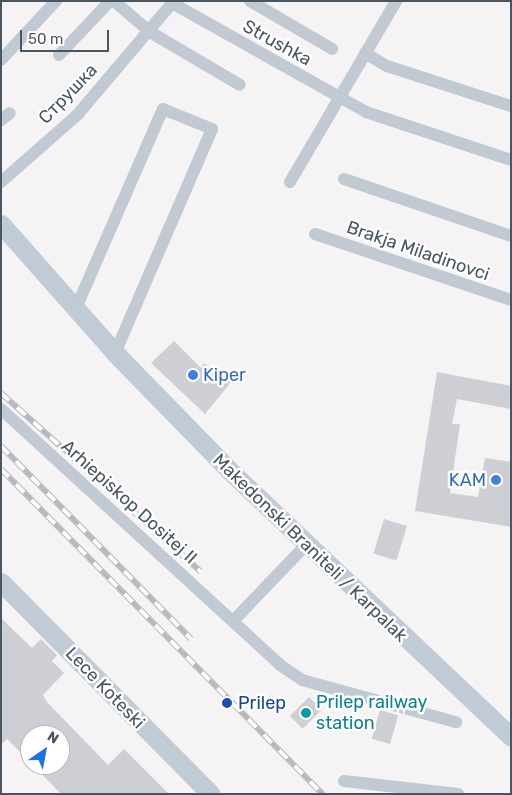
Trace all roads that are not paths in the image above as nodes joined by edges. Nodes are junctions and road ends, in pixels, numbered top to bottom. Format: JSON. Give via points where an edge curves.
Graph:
{"nodes":[{"id":1,"x":56,"y":1,"type":"edge"},
{"id":2,"x":112,"y":1,"type":"edge"},
{"id":3,"x":250,"y":1,"type":"edge"},
{"id":4,"x":396,"y":1,"type":"edge"},
{"id":5,"x":173,"y":2,"type":"edge"},
{"id":6,"x":150,"y":32,"type":"junction"},
{"id":7,"x":332,"y":49,"type":"dead end"},
{"id":8,"x":366,"y":53,"type":"junction"},
{"id":9,"x":59,"y":55,"type":"dead end"},
{"id":10,"x":1,"y":60,"type":"edge"},
{"id":11,"x":240,"y":85,"type":"dead end"},
{"id":12,"x":340,"y":97,"type":"junction"},
{"id":13,"x":511,"y":106,"type":"edge"},
{"id":14,"x":511,"y":160,"type":"edge"},
{"id":15,"x":344,"y":179,"type":"dead end"},
{"id":16,"x":1,"y":182,"type":"edge"},
{"id":17,"x":290,"y":182,"type":"dead end"},
{"id":18,"x":1,"y":224,"type":"edge"},
{"id":19,"x":315,"y":234,"type":"dead end"},
{"id":20,"x":511,"y":236,"type":"edge"},
{"id":21,"x":511,"y":300,"type":"edge"},
{"id":22,"x":76,"y":308,"type":"junction"},
{"id":23,"x":115,"y":353,"type":"junction"},
{"id":24,"x":1,"y":409,"type":"edge"},
{"id":25,"x":305,"y":546,"type":"junction"},
{"id":26,"x":1,"y":582,"type":"edge"},
{"id":27,"x":234,"y":620,"type":"junction"},
{"id":28,"x":456,"y":722,"type":"dead end"},
{"id":29,"x":511,"y":737,"type":"edge"},
{"id":30,"x":344,"y":781,"type":"dead end"},
{"id":31,"x":211,"y":794,"type":"edge"},
{"id":32,"x":458,"y":794,"type":"edge"}],
"edges":[{"from":1,"to":10,"type":"street"},
{"from":2,"to":6,"type":"street"},
{"from":2,"to":9,"type":"street"},
{"from":3,"to":7,"type":"street","name":"Strushka"},
{"from":4,"to":8,"type":"street"},
{"from":5,"to":6,"type":"street","name":"Струшка"},
{"from":5,"to":12,"type":"street","name":"Strushka"},
{"from":6,"to":11,"type":"street"},
{"from":6,"to":16,"type":"street","name":"Струшка","via":[[78,114]]},
{"from":8,"to":12,"type":"street"},
{"from":8,"to":13,"type":"street","via":[[387,66]]},
{"from":12,"to":14,"type":"street","via":[[366,112]]},
{"from":12,"to":17,"type":"street"},
{"from":15,"to":20,"type":"street"},
{"from":18,"to":22,"type":"main road","name":"Makedonski Braniteli / Karpalak"},
{"from":19,"to":21,"type":"street","name":"Brakja Miladinovci"},
{"from":22,"to":23,"type":"main road","name":"Makedonski Braniteli / Karpalak"},
{"from":22,"to":23,"type":"street","via":[[163,109],[212,129]]},
{"from":23,"to":25,"type":"main road","name":"Makedonski Braniteli / Karpalak"},
{"from":24,"to":27,"type":"street","name":"Arhiepiskop Dositej II"},
{"from":25,"to":27,"type":"street"},
{"from":25,"to":29,"type":"main road","name":"Makedonski Braniteli / Karpalak"},
{"from":26,"to":31,"type":"main road","name":"Lece Koteski"},
{"from":27,"to":28,"type":"street","name":"Arhiepiskop Dositej II","via":[[302,680]]},
{"from":30,"to":32,"type":"street"}]}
.....
▸ Required work
The reply must consist of the records, repeated exactly, minus any images.

▸ Response to the task
Trace all roads that are not paths in the image above as nodes joined by edges. Nodes are junctions and road ends, in pixels, numbered top to bottom. Format: JSON. Give via points where an edge curves.
Graph:
{"nodes":[{"id":1,"x":56,"y":1,"type":"edge"},
{"id":2,"x":112,"y":1,"type":"edge"},
{"id":3,"x":250,"y":1,"type":"edge"},
{"id":4,"x":396,"y":1,"type":"edge"},
{"id":5,"x":173,"y":2,"type":"edge"},
{"id":6,"x":150,"y":32,"type":"junction"},
{"id":7,"x":332,"y":49,"type":"dead end"},
{"id":8,"x":366,"y":53,"type":"junction"},
{"id":9,"x":59,"y":55,"type":"dead end"},
{"id":10,"x":1,"y":60,"type":"edge"},
{"id":11,"x":240,"y":85,"type":"dead end"},
{"id":12,"x":340,"y":97,"type":"junction"},
{"id":13,"x":511,"y":106,"type":"edge"},
{"id":14,"x":511,"y":160,"type":"edge"},
{"id":15,"x":344,"y":179,"type":"dead end"},
{"id":16,"x":1,"y":182,"type":"edge"},
{"id":17,"x":290,"y":182,"type":"dead end"},
{"id":18,"x":1,"y":224,"type":"edge"},
{"id":19,"x":315,"y":234,"type":"dead end"},
{"id":20,"x":511,"y":236,"type":"edge"},
{"id":21,"x":511,"y":300,"type":"edge"},
{"id":22,"x":76,"y":308,"type":"junction"},
{"id":23,"x":115,"y":353,"type":"junction"},
{"id":24,"x":1,"y":409,"type":"edge"},
{"id":25,"x":305,"y":546,"type":"junction"},
{"id":26,"x":1,"y":582,"type":"edge"},
{"id":27,"x":234,"y":620,"type":"junction"},
{"id":28,"x":456,"y":722,"type":"dead end"},
{"id":29,"x":511,"y":737,"type":"edge"},
{"id":30,"x":344,"y":781,"type":"dead end"},
{"id":31,"x":211,"y":794,"type":"edge"},
{"id":32,"x":458,"y":794,"type":"edge"}],
"edges":[{"from":1,"to":10,"type":"street"},
{"from":2,"to":6,"type":"street"},
{"from":2,"to":9,"type":"street"},
{"from":3,"to":7,"type":"street","name":"Strushka"},
{"from":4,"to":8,"type":"street"},
{"from":5,"to":6,"type":"street","name":"Струшка"},
{"from":5,"to":12,"type":"street","name":"Strushka"},
{"from":6,"to":11,"type":"street"},
{"from":6,"to":16,"type":"street","name":"Струшка","via":[[78,114]]},
{"from":8,"to":12,"type":"street"},
{"from":8,"to":13,"type":"street","via":[[387,66]]},
{"from":12,"to":14,"type":"street","via":[[366,112]]},
{"from":12,"to":17,"type":"street"},
{"from":15,"to":20,"type":"street"},
{"from":18,"to":22,"type":"main road","name":"Makedonski Braniteli / Karpalak"},
{"from":19,"to":21,"type":"street","name":"Brakja Miladinovci"},
{"from":22,"to":23,"type":"main road","name":"Makedonski Braniteli / Karpalak"},
{"from":22,"to":23,"type":"street","via":[[163,109],[212,129]]},
{"from":23,"to":25,"type":"main road","name":"Makedonski Braniteli / Karpalak"},
{"from":24,"to":27,"type":"street","name":"Arhiepiskop Dositej II"},
{"from":25,"to":27,"type":"street"},
{"from":25,"to":29,"type":"main road","name":"Makedonski Braniteli / Karpalak"},
{"from":26,"to":31,"type":"main road","name":"Lece Koteski"},
{"from":27,"to":28,"type":"street","name":"Arhiepiskop Dositej II","via":[[302,680]]},
{"from":30,"to":32,"type":"street"}]}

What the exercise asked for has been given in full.